Le trombone se prête à tous les jeux et querelles qui peuvent naître dans un groupe, quand surgit, au milieu des uniformes, un prodigieux interprète. Danse classique, contemporaine, hip-hop, acrobatie : tous les styles sont en lui, et il en fait une danse unique. En caoutchouc, en acier, il est capable d’entraîner dans un duo bouleversant d’élégance et de virtuosité lente, le vieil homme «que la mort a traversé»: le spectacle touche alors au sublime.
Partout où se joue le spectacle, Alain Platel et sa formidable équipe invitent une harmonie locale à se joindre à eux : un moment de vraie vie sur le plateau, avec une parfaite maîtrise artistique. Ici, l’orchestre, sur la scène du nouveau Théâtre à Montreuil, qui avait déjà joué dans Une Faille (voir Le Théâtre du Blog), est impressionnant de précision et de passion, et justement ovationné. Et il n’a eu qu’une seule répétition avec toute la troupe ! Belle réussite pour ce projet de Mathieu Bauer, qui dirige son théâtre en musicien.
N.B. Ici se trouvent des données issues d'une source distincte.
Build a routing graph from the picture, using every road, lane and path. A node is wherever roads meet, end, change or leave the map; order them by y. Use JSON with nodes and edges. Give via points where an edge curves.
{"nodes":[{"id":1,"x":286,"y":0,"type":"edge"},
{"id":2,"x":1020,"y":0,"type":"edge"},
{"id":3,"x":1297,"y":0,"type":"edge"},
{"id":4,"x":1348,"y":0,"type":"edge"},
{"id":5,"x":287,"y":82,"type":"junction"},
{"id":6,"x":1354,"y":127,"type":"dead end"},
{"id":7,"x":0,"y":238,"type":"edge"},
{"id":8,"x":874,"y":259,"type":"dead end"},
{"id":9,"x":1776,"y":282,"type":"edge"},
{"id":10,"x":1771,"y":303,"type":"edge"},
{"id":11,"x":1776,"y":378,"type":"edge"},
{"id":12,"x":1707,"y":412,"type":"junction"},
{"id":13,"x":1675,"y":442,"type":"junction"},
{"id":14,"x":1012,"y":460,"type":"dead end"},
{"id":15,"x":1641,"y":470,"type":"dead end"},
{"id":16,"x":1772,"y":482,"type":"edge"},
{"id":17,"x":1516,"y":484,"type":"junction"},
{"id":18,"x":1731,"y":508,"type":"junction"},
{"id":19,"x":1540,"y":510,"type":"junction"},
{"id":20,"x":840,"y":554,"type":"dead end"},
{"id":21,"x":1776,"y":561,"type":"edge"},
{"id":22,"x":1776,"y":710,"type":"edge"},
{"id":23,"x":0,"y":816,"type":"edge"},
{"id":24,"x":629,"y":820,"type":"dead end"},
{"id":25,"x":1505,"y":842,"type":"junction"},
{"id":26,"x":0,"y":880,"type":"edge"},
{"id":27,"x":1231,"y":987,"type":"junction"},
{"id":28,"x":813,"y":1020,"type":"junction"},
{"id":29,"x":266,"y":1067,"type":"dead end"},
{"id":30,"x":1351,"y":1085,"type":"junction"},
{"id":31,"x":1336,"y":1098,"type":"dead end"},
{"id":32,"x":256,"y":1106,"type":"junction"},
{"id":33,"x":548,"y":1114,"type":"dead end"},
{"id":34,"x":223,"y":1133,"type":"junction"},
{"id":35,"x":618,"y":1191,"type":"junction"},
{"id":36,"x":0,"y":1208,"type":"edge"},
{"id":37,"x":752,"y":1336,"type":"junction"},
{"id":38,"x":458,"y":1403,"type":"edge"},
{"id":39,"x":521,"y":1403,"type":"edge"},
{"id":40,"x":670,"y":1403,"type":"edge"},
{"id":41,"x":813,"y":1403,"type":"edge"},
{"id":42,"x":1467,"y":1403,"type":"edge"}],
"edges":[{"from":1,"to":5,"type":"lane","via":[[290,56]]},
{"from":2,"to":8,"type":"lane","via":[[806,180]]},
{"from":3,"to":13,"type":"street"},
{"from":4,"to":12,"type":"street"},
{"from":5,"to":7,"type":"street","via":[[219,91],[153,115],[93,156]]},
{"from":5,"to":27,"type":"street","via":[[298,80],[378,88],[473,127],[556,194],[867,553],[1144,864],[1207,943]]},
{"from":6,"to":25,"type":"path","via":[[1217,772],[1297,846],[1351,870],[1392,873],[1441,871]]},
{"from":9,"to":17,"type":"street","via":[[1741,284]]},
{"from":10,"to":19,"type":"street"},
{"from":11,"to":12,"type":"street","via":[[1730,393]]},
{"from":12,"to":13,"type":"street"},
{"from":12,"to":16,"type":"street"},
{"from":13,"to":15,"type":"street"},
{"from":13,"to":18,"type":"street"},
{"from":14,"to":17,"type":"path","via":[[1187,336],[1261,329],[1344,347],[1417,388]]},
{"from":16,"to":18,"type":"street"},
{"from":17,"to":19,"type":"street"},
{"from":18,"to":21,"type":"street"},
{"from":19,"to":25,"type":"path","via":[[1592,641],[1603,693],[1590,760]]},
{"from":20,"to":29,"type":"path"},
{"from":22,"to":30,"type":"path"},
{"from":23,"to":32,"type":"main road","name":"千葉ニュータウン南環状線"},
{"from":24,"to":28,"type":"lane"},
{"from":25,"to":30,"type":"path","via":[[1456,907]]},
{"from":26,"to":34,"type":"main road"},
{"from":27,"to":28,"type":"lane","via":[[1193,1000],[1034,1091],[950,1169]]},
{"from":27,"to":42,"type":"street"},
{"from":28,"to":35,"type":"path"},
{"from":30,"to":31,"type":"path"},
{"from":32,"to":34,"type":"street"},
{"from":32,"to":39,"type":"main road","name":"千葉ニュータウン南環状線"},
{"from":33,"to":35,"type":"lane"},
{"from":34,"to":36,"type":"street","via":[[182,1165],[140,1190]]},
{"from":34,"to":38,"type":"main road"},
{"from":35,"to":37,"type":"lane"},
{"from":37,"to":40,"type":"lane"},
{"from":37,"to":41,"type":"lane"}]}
Ce qui est beau dans cette mise en scène de la musique, c’est la générosité, l’énergie d’un travail, aussi émérite que rigoureux, et fait avec amour. En avant marche, qui a remporté le Herald Angel Award au Festival d’Edimbourg 2015, secoue avec bonheur, la morosité et la paresse.
Allons, l’émotion, le rire, la beauté et le courage sont à portée de main: pas si compliqué de les partager, au moins pour un soir…
Christine Friedel
Nouveau Théâtre de Montreuil. T : 01 48 70 48 90, jusqu’au 17 décembre. Le spectacle clôt Mesure pour mesure, temps fort consacré au théâtre musical en ce lieu. À suivre donc la saison prochaine.
Besançon, les 16 et 17 janvier. Angers, les 19 et 20 janvier. Evreux, le 22 janvier. Douai, le 26 janvier.